> EXERCISE DETAILS: Exact reproduction of all the data is required, with pictures excluded.

(Stored data)

==================================================

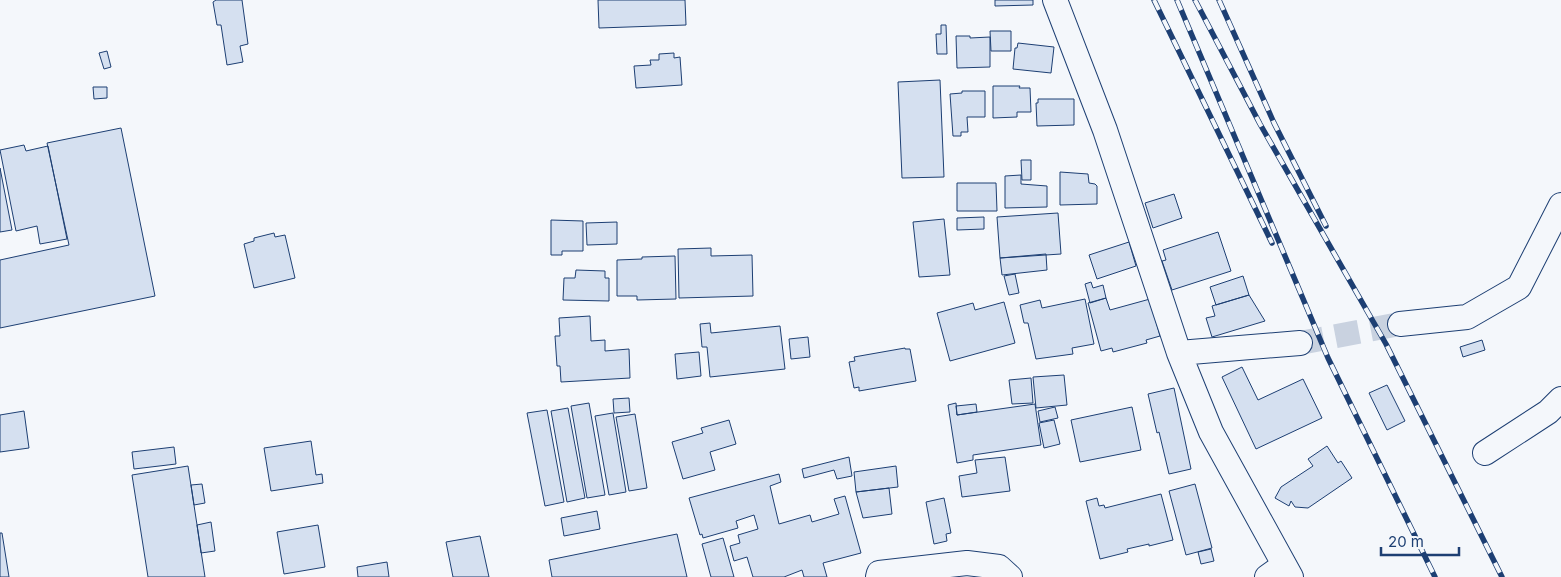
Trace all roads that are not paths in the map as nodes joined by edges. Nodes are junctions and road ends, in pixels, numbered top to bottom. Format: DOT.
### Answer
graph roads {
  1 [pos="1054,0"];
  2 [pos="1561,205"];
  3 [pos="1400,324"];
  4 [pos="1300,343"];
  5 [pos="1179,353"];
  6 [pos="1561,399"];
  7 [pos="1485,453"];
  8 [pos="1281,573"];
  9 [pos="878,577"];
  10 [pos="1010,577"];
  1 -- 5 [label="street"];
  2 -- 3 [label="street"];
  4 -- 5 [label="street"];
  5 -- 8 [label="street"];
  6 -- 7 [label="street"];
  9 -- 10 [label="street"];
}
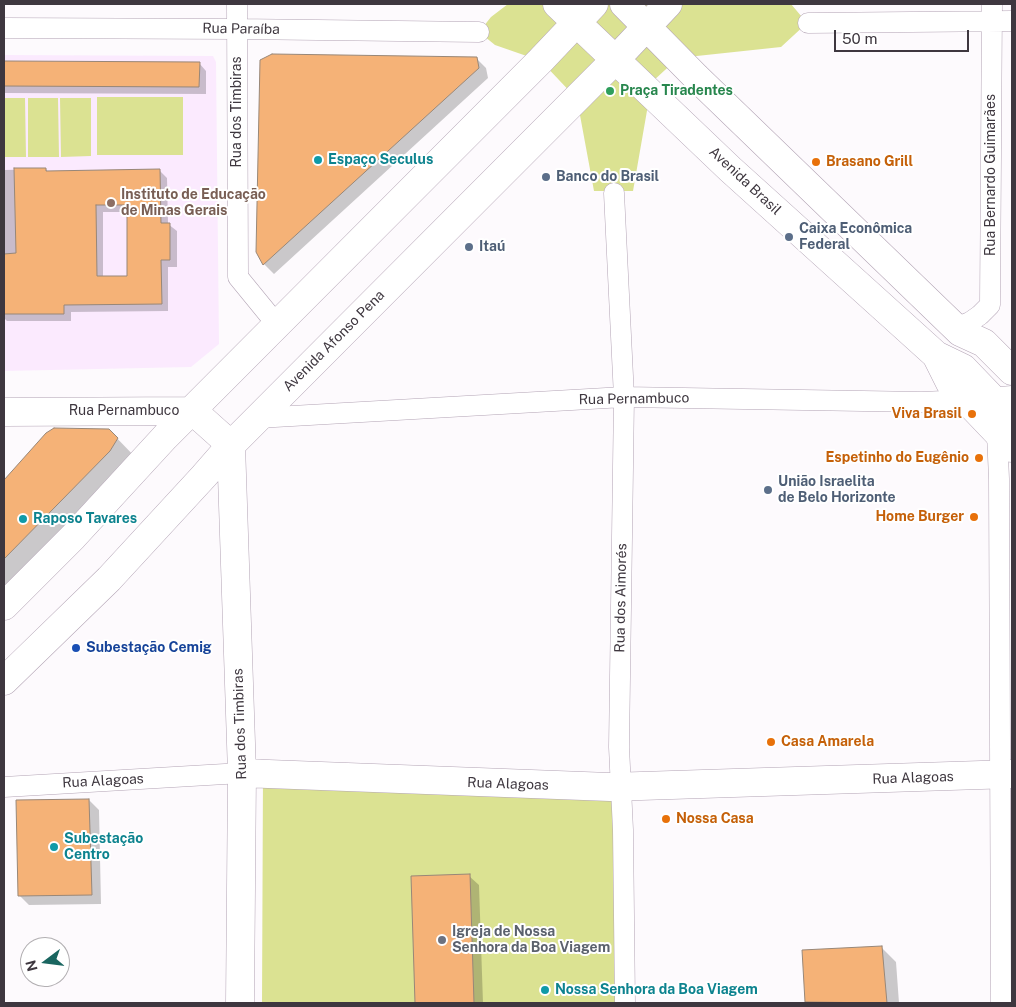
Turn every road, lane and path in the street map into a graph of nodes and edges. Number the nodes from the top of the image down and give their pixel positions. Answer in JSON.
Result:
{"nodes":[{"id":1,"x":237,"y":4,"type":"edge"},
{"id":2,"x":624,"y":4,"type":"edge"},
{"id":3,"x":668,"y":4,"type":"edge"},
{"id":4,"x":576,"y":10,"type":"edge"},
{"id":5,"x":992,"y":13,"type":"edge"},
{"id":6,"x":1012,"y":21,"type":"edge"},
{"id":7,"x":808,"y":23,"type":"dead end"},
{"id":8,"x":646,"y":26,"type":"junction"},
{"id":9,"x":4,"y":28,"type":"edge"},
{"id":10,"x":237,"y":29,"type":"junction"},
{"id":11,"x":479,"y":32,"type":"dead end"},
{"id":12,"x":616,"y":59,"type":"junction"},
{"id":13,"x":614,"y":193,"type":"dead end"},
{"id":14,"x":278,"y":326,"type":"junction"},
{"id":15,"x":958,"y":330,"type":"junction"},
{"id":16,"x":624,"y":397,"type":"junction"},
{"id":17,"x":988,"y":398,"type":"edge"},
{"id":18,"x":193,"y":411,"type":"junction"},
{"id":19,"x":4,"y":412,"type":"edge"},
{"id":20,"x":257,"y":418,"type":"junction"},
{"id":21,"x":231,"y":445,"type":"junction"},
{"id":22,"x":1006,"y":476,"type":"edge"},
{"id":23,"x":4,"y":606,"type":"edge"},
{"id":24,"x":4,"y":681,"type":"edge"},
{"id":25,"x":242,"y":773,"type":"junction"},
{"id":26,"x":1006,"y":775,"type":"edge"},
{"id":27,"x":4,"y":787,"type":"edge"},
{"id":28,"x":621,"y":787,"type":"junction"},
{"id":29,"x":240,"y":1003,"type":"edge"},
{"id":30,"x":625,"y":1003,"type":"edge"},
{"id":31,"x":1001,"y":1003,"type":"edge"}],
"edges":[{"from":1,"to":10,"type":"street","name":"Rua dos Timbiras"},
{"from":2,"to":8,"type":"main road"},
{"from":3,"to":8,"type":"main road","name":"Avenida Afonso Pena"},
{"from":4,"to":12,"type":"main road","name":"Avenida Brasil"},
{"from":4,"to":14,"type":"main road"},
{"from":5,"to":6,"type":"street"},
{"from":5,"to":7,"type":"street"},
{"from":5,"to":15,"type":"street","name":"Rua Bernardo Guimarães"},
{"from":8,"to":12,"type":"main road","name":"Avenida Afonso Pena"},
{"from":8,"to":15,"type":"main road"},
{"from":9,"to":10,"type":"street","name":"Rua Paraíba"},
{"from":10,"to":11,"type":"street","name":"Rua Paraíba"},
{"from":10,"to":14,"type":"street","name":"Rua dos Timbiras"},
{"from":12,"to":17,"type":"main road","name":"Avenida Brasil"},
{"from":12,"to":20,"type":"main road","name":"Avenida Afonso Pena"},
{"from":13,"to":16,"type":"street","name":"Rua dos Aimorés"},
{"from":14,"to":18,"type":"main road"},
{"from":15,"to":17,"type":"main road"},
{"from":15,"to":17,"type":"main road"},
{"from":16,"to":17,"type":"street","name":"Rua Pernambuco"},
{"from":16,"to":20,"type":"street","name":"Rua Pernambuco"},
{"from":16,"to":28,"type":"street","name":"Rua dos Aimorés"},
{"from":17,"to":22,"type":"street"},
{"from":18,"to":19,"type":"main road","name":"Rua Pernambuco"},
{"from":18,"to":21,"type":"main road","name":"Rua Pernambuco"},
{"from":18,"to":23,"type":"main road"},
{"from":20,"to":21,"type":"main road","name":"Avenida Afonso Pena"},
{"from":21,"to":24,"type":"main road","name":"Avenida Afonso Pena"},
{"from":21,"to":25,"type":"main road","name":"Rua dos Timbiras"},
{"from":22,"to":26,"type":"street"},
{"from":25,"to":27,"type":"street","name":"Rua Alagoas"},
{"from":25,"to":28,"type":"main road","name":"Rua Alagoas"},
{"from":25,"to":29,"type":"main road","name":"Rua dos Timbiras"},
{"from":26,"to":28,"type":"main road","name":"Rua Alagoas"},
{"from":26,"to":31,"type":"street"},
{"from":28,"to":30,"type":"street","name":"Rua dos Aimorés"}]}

==================================================

> RESULT FOR THIS TASK:
Trace all roads that are not paths in the map as nodes joined by edges. Nodes are junctions and road ends, in pixels, numbered top to bottom. Format: DOT.
### Answer
graph roads {
  1 [pos="1054,0"];
  2 [pos="1561,205"];
  3 [pos="1400,324"];
  4 [pos="1300,343"];
  5 [pos="1179,353"];
  6 [pos="1561,399"];
  7 [pos="1485,453"];
  8 [pos="1281,573"];
  9 [pos="878,577"];
  10 [pos="1010,577"];
  1 -- 5 [label="street"];
  2 -- 3 [label="street"];
  4 -- 5 [label="street"];
  5 -- 8 [label="street"];
  6 -- 7 [label="street"];
  9 -- 10 [label="street"];
}
Turn every road, lane and path in the street map into a graph of nodes and edges. Number the nodes from the top of the image down and give their pixel positions. Answer in JSON.
Result:
{"nodes":[{"id":1,"x":237,"y":4,"type":"edge"},
{"id":2,"x":624,"y":4,"type":"edge"},
{"id":3,"x":668,"y":4,"type":"edge"},
{"id":4,"x":576,"y":10,"type":"edge"},
{"id":5,"x":992,"y":13,"type":"edge"},
{"id":6,"x":1012,"y":21,"type":"edge"},
{"id":7,"x":808,"y":23,"type":"dead end"},
{"id":8,"x":646,"y":26,"type":"junction"},
{"id":9,"x":4,"y":28,"type":"edge"},
{"id":10,"x":237,"y":29,"type":"junction"},
{"id":11,"x":479,"y":32,"type":"dead end"},
{"id":12,"x":616,"y":59,"type":"junction"},
{"id":13,"x":614,"y":193,"type":"dead end"},
{"id":14,"x":278,"y":326,"type":"junction"},
{"id":15,"x":958,"y":330,"type":"junction"},
{"id":16,"x":624,"y":397,"type":"junction"},
{"id":17,"x":988,"y":398,"type":"edge"},
{"id":18,"x":193,"y":411,"type":"junction"},
{"id":19,"x":4,"y":412,"type":"edge"},
{"id":20,"x":257,"y":418,"type":"junction"},
{"id":21,"x":231,"y":445,"type":"junction"},
{"id":22,"x":1006,"y":476,"type":"edge"},
{"id":23,"x":4,"y":606,"type":"edge"},
{"id":24,"x":4,"y":681,"type":"edge"},
{"id":25,"x":242,"y":773,"type":"junction"},
{"id":26,"x":1006,"y":775,"type":"edge"},
{"id":27,"x":4,"y":787,"type":"edge"},
{"id":28,"x":621,"y":787,"type":"junction"},
{"id":29,"x":240,"y":1003,"type":"edge"},
{"id":30,"x":625,"y":1003,"type":"edge"},
{"id":31,"x":1001,"y":1003,"type":"edge"}],
"edges":[{"from":1,"to":10,"type":"street","name":"Rua dos Timbiras"},
{"from":2,"to":8,"type":"main road"},
{"from":3,"to":8,"type":"main road","name":"Avenida Afonso Pena"},
{"from":4,"to":12,"type":"main road","name":"Avenida Brasil"},
{"from":4,"to":14,"type":"main road"},
{"from":5,"to":6,"type":"street"},
{"from":5,"to":7,"type":"street"},
{"from":5,"to":15,"type":"street","name":"Rua Bernardo Guimarães"},
{"from":8,"to":12,"type":"main road","name":"Avenida Afonso Pena"},
{"from":8,"to":15,"type":"main road"},
{"from":9,"to":10,"type":"street","name":"Rua Paraíba"},
{"from":10,"to":11,"type":"street","name":"Rua Paraíba"},
{"from":10,"to":14,"type":"street","name":"Rua dos Timbiras"},
{"from":12,"to":17,"type":"main road","name":"Avenida Brasil"},
{"from":12,"to":20,"type":"main road","name":"Avenida Afonso Pena"},
{"from":13,"to":16,"type":"street","name":"Rua dos Aimorés"},
{"from":14,"to":18,"type":"main road"},
{"from":15,"to":17,"type":"main road"},
{"from":15,"to":17,"type":"main road"},
{"from":16,"to":17,"type":"street","name":"Rua Pernambuco"},
{"from":16,"to":20,"type":"street","name":"Rua Pernambuco"},
{"from":16,"to":28,"type":"street","name":"Rua dos Aimorés"},
{"from":17,"to":22,"type":"street"},
{"from":18,"to":19,"type":"main road","name":"Rua Pernambuco"},
{"from":18,"to":21,"type":"main road","name":"Rua Pernambuco"},
{"from":18,"to":23,"type":"main road"},
{"from":20,"to":21,"type":"main road","name":"Avenida Afonso Pena"},
{"from":21,"to":24,"type":"main road","name":"Avenida Afonso Pena"},
{"from":21,"to":25,"type":"main road","name":"Rua dos Timbiras"},
{"from":22,"to":26,"type":"street"},
{"from":25,"to":27,"type":"street","name":"Rua Alagoas"},
{"from":25,"to":28,"type":"main road","name":"Rua Alagoas"},
{"from":25,"to":29,"type":"main road","name":"Rua dos Timbiras"},
{"from":26,"to":28,"type":"main road","name":"Rua Alagoas"},
{"from":26,"to":31,"type":"street"},
{"from":28,"to":30,"type":"street","name":"Rua dos Aimorés"}]}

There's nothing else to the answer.